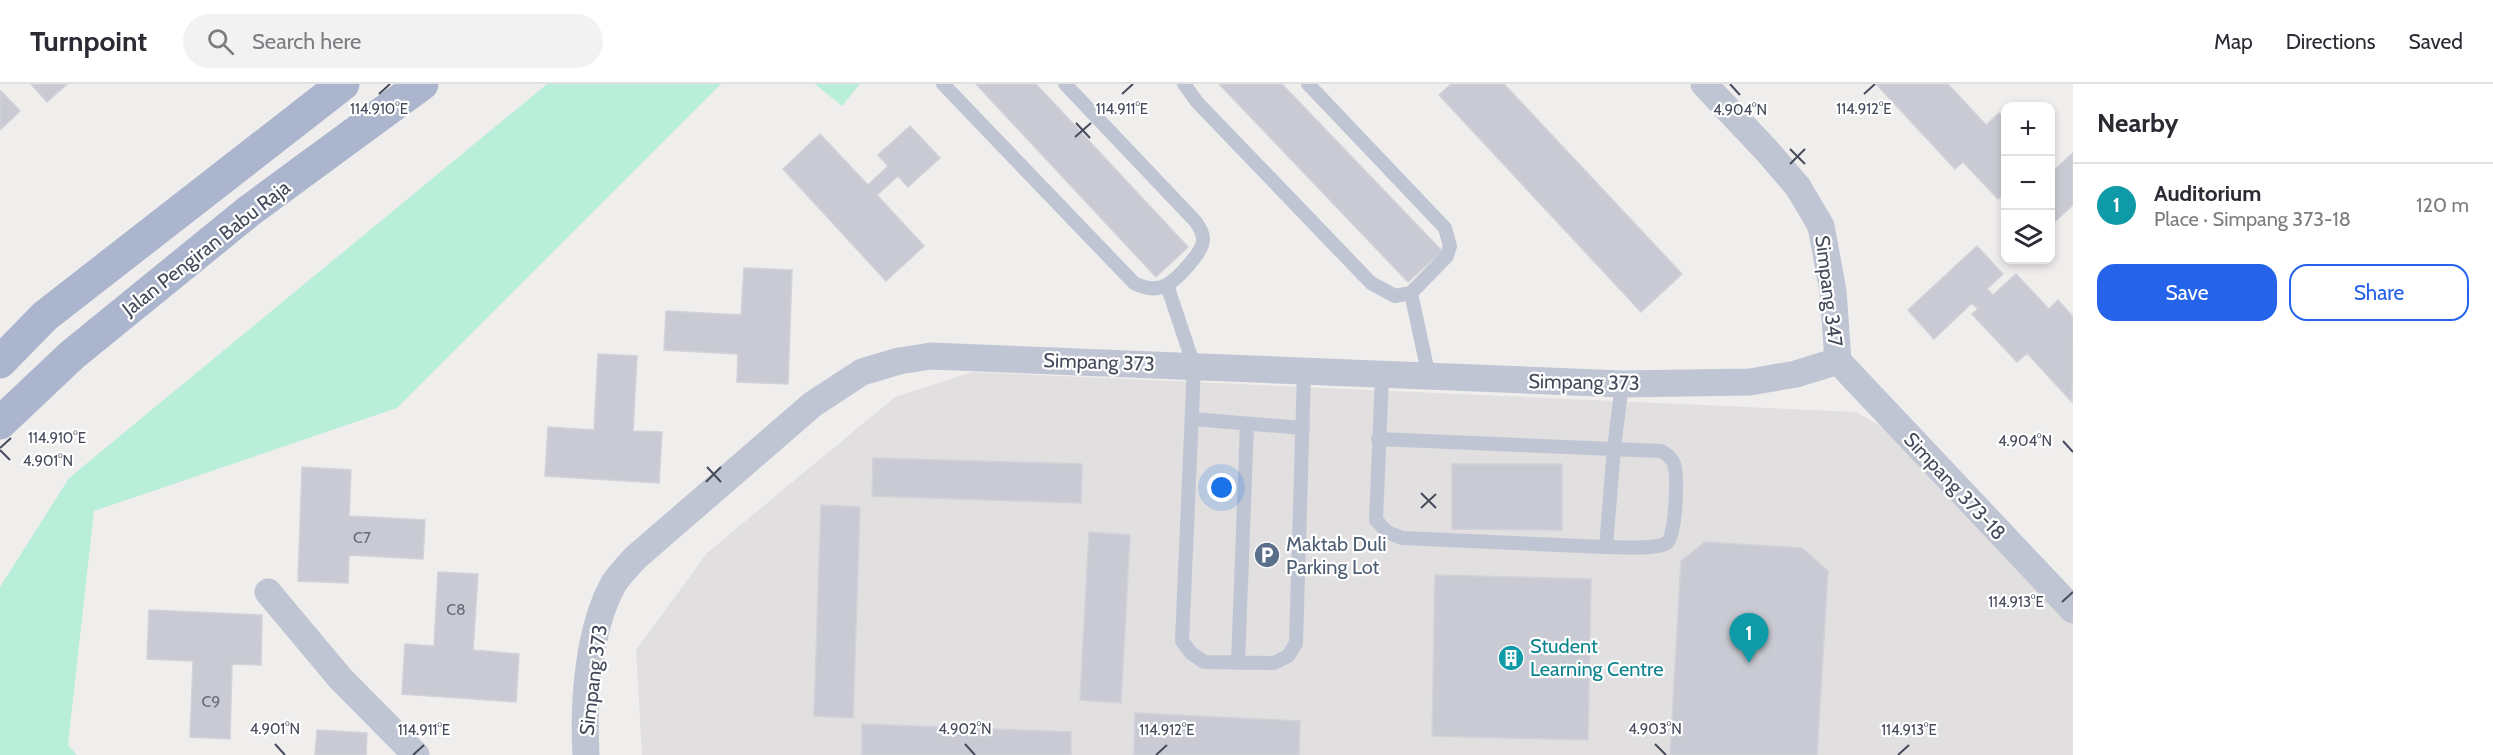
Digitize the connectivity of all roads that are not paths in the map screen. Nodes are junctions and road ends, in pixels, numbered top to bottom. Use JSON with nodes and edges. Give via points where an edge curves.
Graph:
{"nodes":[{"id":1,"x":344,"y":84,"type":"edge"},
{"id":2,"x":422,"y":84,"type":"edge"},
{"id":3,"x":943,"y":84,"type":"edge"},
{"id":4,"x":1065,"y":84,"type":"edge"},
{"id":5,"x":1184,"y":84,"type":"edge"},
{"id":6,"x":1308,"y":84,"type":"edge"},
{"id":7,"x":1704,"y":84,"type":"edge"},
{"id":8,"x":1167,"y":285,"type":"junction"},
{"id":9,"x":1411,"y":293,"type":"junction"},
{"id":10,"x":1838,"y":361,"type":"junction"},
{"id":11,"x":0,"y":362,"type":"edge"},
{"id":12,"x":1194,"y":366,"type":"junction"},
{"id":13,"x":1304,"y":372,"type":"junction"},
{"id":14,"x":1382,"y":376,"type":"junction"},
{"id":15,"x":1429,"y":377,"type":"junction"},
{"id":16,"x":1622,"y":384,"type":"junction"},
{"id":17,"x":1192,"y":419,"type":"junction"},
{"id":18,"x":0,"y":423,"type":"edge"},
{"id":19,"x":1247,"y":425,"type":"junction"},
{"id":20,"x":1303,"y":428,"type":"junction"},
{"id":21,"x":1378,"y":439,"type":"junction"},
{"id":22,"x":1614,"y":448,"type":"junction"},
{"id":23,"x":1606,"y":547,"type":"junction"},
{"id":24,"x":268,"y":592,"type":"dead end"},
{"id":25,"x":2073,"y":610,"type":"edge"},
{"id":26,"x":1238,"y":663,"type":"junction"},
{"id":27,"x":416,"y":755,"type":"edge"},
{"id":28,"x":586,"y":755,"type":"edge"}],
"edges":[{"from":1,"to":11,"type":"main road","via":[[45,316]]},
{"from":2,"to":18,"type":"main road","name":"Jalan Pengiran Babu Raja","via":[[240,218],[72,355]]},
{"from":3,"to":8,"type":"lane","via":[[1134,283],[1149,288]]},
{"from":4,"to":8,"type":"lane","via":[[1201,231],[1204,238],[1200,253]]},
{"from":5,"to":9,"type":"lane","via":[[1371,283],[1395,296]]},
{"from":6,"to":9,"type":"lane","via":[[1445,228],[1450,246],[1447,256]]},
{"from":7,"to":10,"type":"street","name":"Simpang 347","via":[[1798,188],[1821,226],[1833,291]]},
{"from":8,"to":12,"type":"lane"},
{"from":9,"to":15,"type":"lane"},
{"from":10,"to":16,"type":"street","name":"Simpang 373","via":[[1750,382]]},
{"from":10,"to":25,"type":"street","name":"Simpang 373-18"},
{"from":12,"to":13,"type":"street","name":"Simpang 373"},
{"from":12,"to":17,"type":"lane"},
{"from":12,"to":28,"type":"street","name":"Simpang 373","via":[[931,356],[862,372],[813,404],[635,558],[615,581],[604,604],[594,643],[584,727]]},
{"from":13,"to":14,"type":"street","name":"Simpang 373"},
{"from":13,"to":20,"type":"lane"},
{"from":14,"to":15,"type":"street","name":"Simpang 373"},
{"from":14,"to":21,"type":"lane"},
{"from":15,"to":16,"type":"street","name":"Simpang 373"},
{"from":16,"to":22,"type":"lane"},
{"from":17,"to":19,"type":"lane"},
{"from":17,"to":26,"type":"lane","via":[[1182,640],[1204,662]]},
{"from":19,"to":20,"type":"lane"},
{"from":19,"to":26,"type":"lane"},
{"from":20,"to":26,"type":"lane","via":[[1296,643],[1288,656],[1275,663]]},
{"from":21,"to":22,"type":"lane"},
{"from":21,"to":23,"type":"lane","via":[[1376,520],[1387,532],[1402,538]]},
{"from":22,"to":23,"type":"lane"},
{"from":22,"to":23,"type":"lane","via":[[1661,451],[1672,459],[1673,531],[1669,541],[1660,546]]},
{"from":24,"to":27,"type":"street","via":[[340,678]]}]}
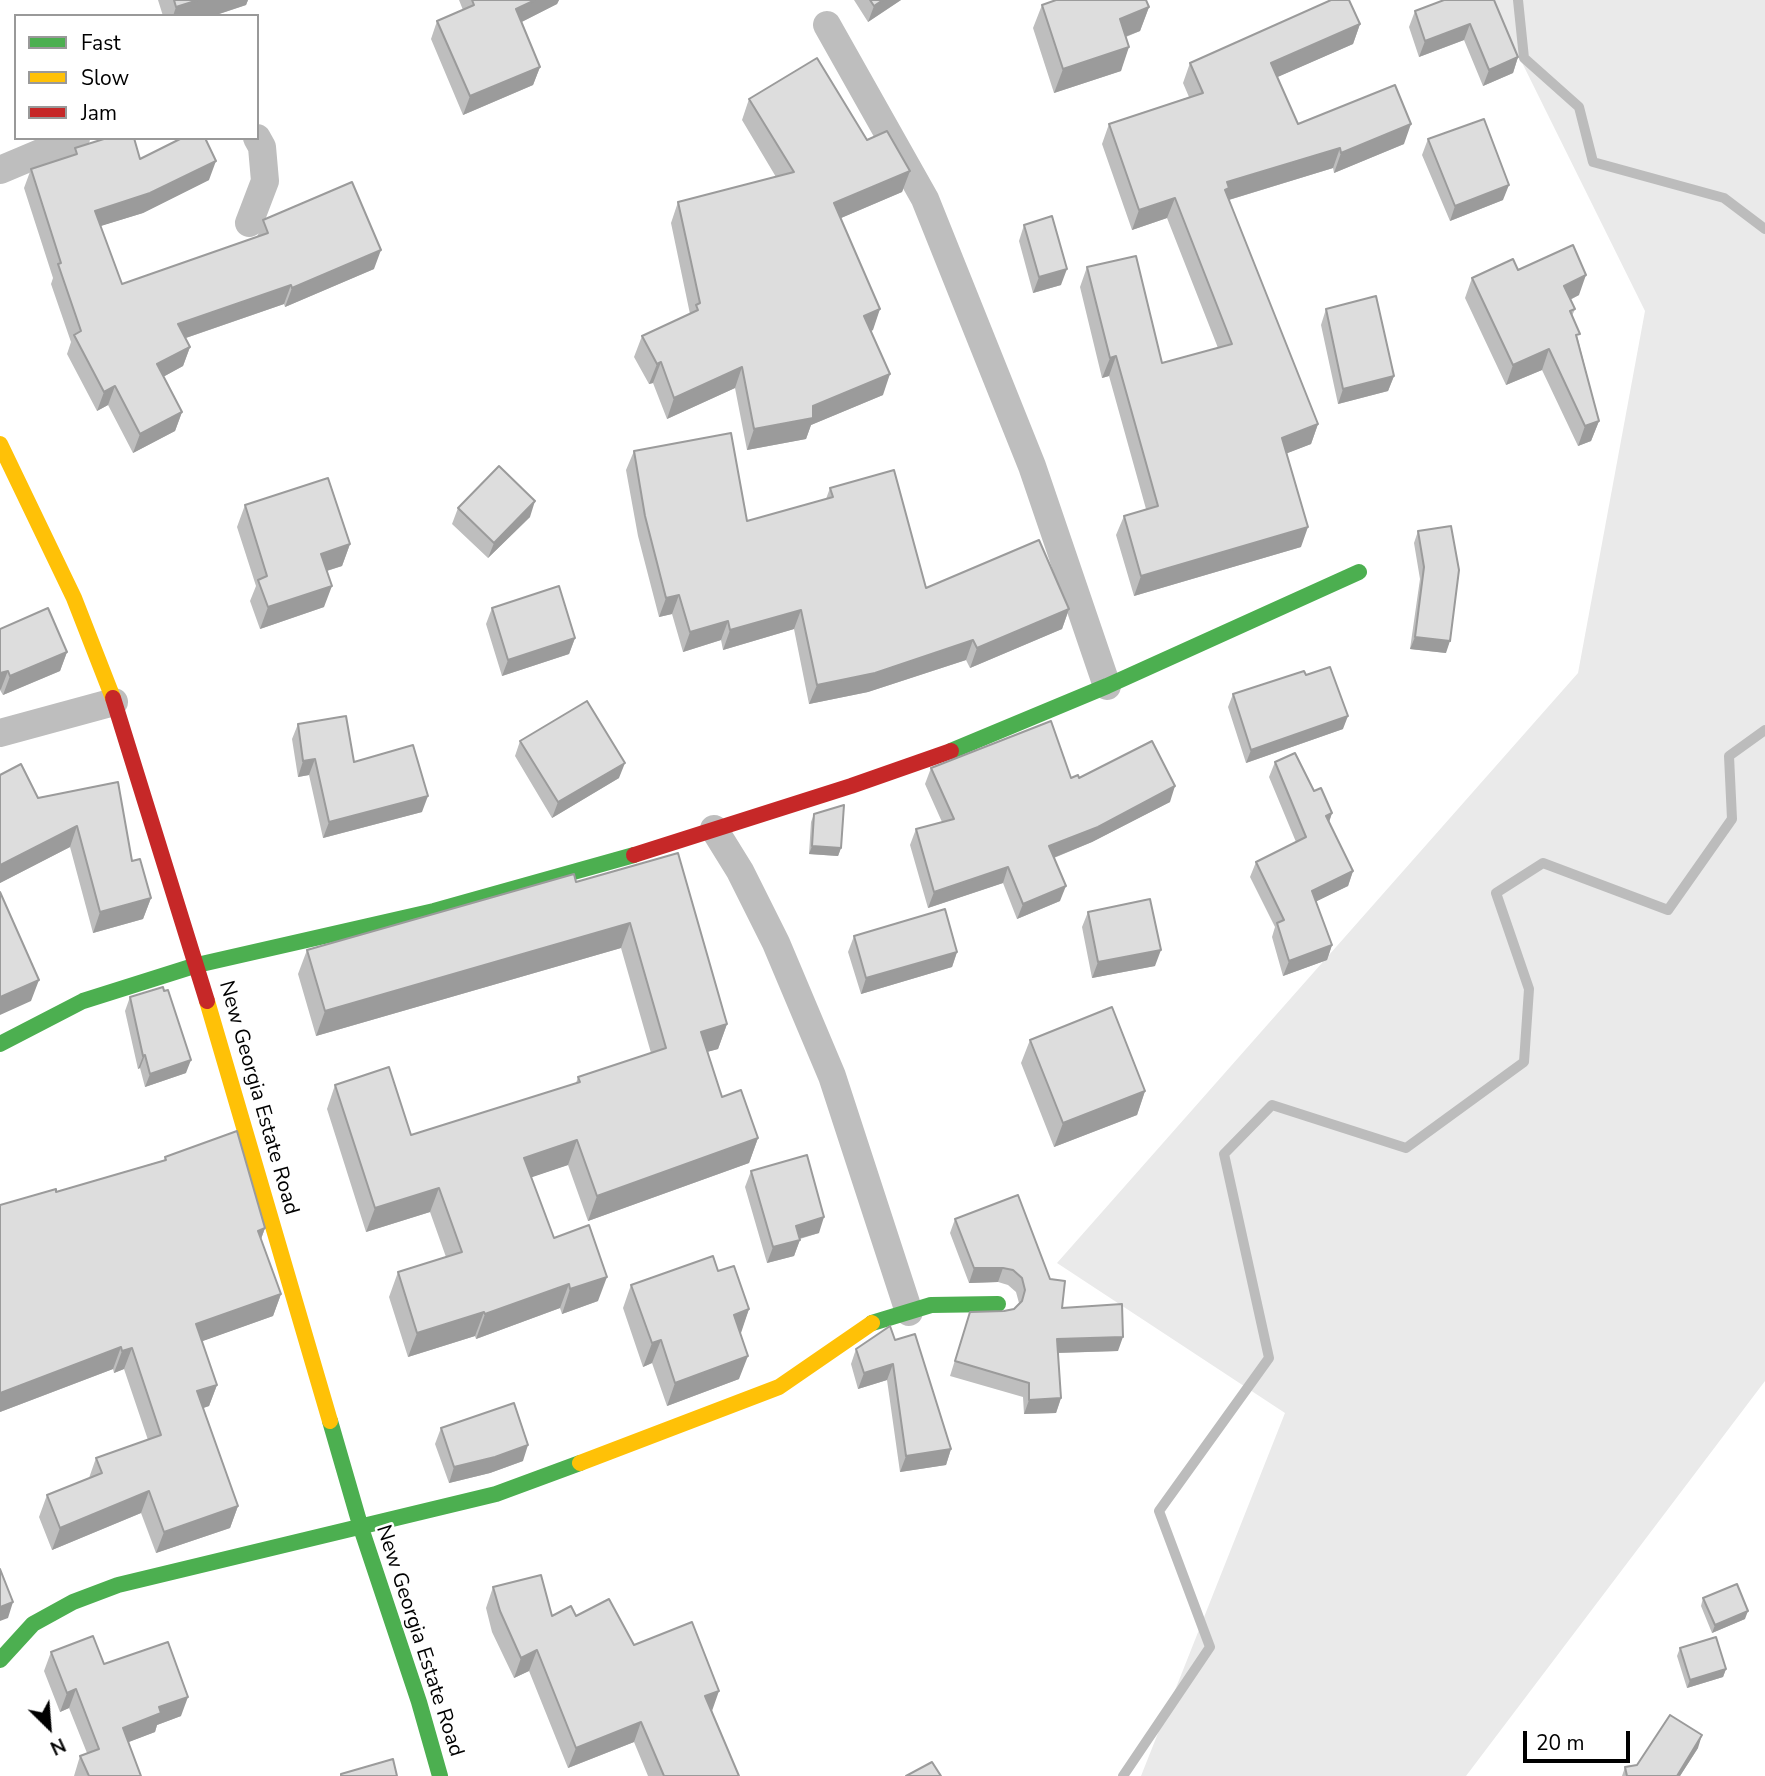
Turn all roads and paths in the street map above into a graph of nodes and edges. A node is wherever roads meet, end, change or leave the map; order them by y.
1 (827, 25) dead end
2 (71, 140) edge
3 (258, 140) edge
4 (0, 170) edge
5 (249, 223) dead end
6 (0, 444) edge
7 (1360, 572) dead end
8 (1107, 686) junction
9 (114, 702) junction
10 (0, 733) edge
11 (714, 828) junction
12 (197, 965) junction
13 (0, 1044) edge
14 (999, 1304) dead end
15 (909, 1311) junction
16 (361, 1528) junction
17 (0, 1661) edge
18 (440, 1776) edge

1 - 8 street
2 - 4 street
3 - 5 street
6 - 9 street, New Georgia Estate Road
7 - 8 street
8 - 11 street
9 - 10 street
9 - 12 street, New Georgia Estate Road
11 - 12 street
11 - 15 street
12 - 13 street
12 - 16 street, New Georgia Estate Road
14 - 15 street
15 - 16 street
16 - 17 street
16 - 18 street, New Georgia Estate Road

### Task to complete
The expected output is each line of the records above that includes the word "main".

### Solution below
"edges":[{"from":1,"to":11,"type":"main road","via":[[45,316]]},
{"from":2,"to":18,"type":"main road","name":"Jalan Pengiran Babu Raja","via":[[240,218],[72,355]]},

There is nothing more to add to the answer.